This was posted a couple of weeks ago on the main StoneWater Zen blog, so now that it's been up there for a bit I thought I'd post it here too.
The title of this is a question I was asked online about a year ago, and I’ve just stumbled across my answer to it. We touch on the idea of ritual, ceremony and ‘the form’ from time to time in Northampton, especially when people come to their first sit with a service! Usually, I answer in various ways depending on the context and the person asking. On this occasion, not knowing the questioner, this is how I responded:
My answer is from the viewpoint of a Western Zen priest/monk who lives a lay life and yet still wears robes on meditation retreats (sesshin) and for a few other meditation sessions during the year (usually when also conducting service). My reasons for wearing my robe are complex and I don’t claim to have thought them out fully, but for what it’s worth…
- Because it’s expected of me.

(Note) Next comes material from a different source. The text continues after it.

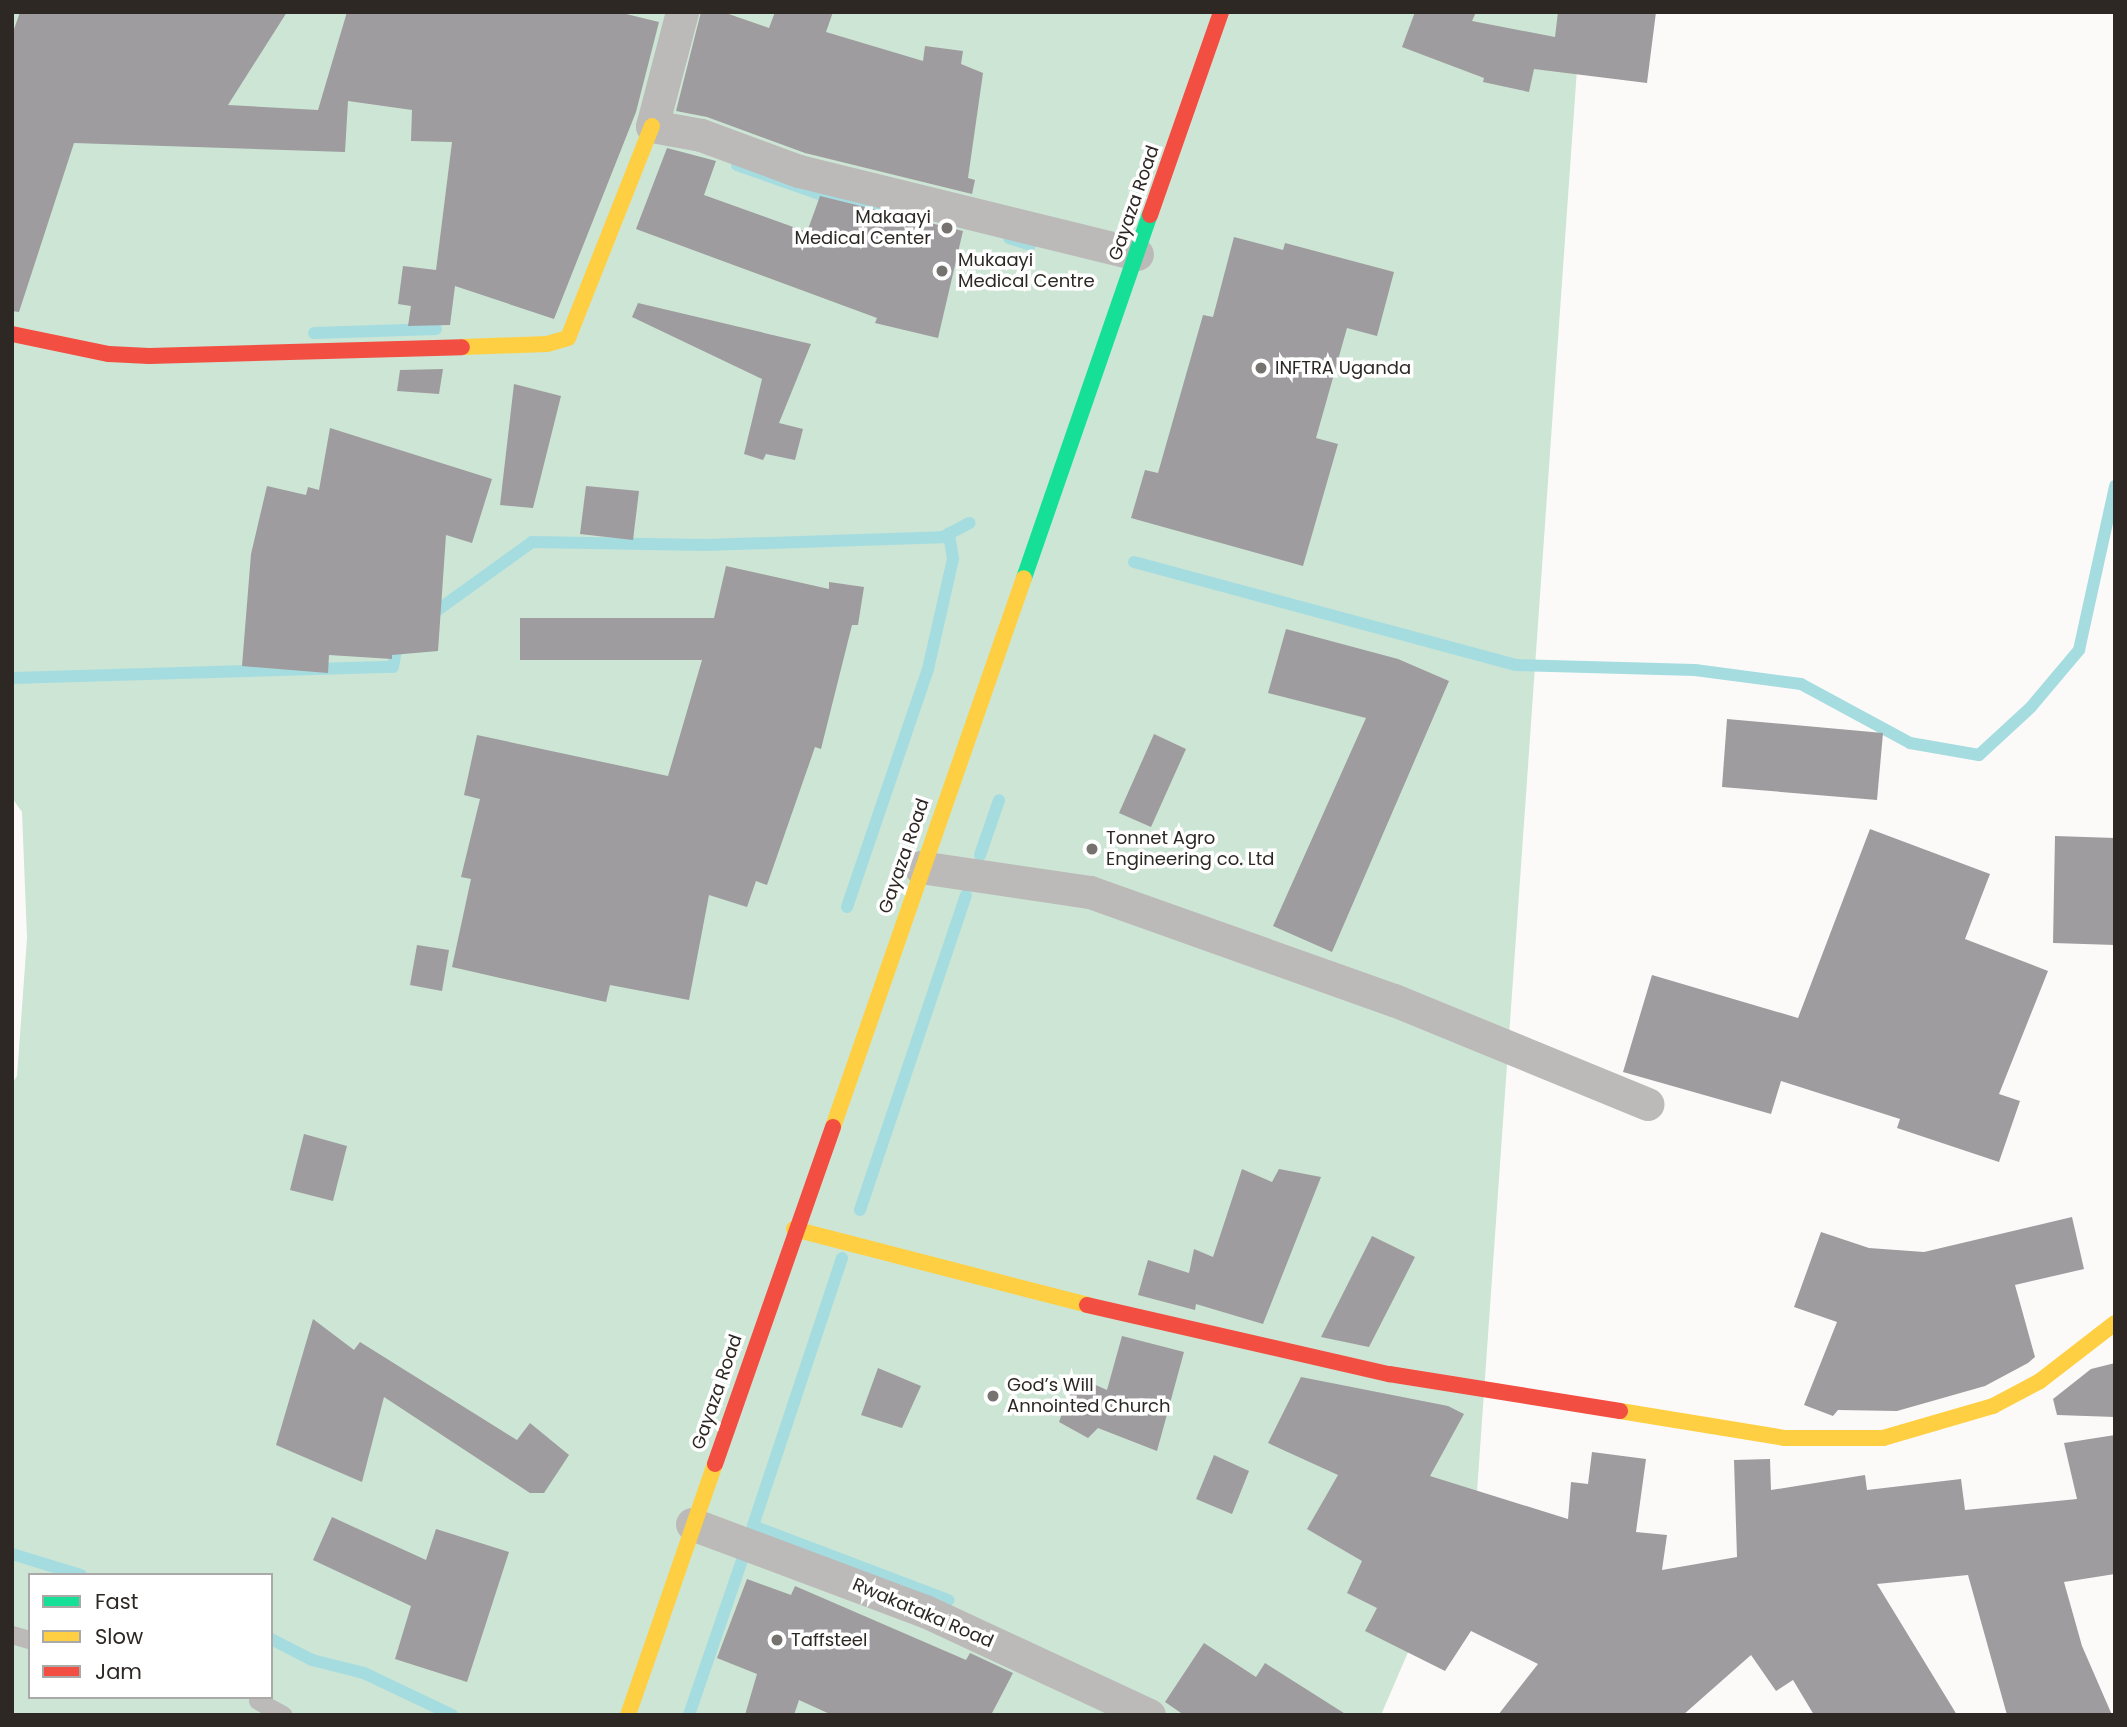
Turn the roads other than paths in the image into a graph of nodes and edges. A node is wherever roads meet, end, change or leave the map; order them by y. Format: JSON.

I put this first just to get it out of the way – it’s probably the least important, but that being said, if I pitch up to a meditation period on retreat without wearing my robes, I’d be asked to explain why (I might even have a good reason!). All that said, there’s a remarkable freedom in the restrictions of the monastic regime we maintain during sesshin, as contradictory as that might sound. A freedom from having to choose what to do, what to wear, what to say, what to eat… we voluntarily submit to such a strict regime and find ourselves frequently surprised by how free we feel from the tyranny of everyday decisions!
- Tradition. I practice Zen in a lineage that, like most Zen groups, traces our ‘bloodline’ back through generations of teachers all the way to the Buddha (and yes, I’m fully aware that some of this is mythological, some hagiographical, and some outright lies for political purposes in ancient China!). Part of this is that we’ve been handed down this practice in a particular form - we sit in a certain way, we chant certain texts, we conduct ourselves in the meditation hall in a certain way… and we dress in a certain way. Again, this ‘mere tradition’ is not terribly important to me, but expands into…
- Gratitude. I keep the traditions, including wearing the robes, mainly as an expression of my ongoing gratitude to teachers and my dharma ancestors. My robes, for me, are a material expression of that gratitude, and a determination to continue the endless work to fulfil our vows, to end suffering and to save all sentient beings. I cannot express how important this aspect of robe wearing is for me.
- Other people’s projections. We wear the robes not just for ourselves but also for other people. Putting on the robe for the first time during my tokudo ceremony was very moving: it was an outward expression of my commitment to service to the sangha - both in the local and universal sense. When I wear the robes, I represent not myself but something else, and ideal I suppose, and it’s very interesting to observe others’ responses to this. I’ve seen responses from surprised (“What the f*** is that?” – inmate during prison visit!) to respect (being called ‘father’ by a well-meaning Catholic lady at a public interfaith event was memorable) to outright veneration. I was surprised and initially very uncomfortable when visiting a Thai patient in a mental health hospital who bowed down and touched her head to my feet – until I realised it was nothing to do with me but the robes and what they meant to her, even if not the saffron robes she was probably used to seeing. On a more prosaic level, wearing the robes within our own sangha marks one out as, I hope, someone who’s been in the practice for a while and who can provide support and spiritual friendship.
- As part of my practice. My jukai preceptor has often talked about the robes as teaching us – physically wearing them, all those layers and ridiculously long sleeves etc, with the kesa arranged just so over the top, is demanding! You can’t wander about mindlessly in robes like you can in a t-shirt and trackie bottoms. You can’t even hang your hands down by your side, but must be continually in shasshu, hands clasped in front of you, to keep your kesa and koromo sleeves off the ground. Even walking through a door mindlessly can be a hazard – the number of times my sleeve has caught in a doorhandle as I’ve passed through and spun me around…! Especially in the Zendo, making sure your kesa doesn’t touch the ground, trying to move quietly and nobly through this special space while managing metres and metres of material… it’s fascinating how much I’ve learned about the way I normally move because of wearing the robes.
Bound to be others… think I’ve probably bored you enough by now. But I hope that I’ve given you the impression that wearing the robes is a psychologically rich and complex matter, and not something that one enters into lightly.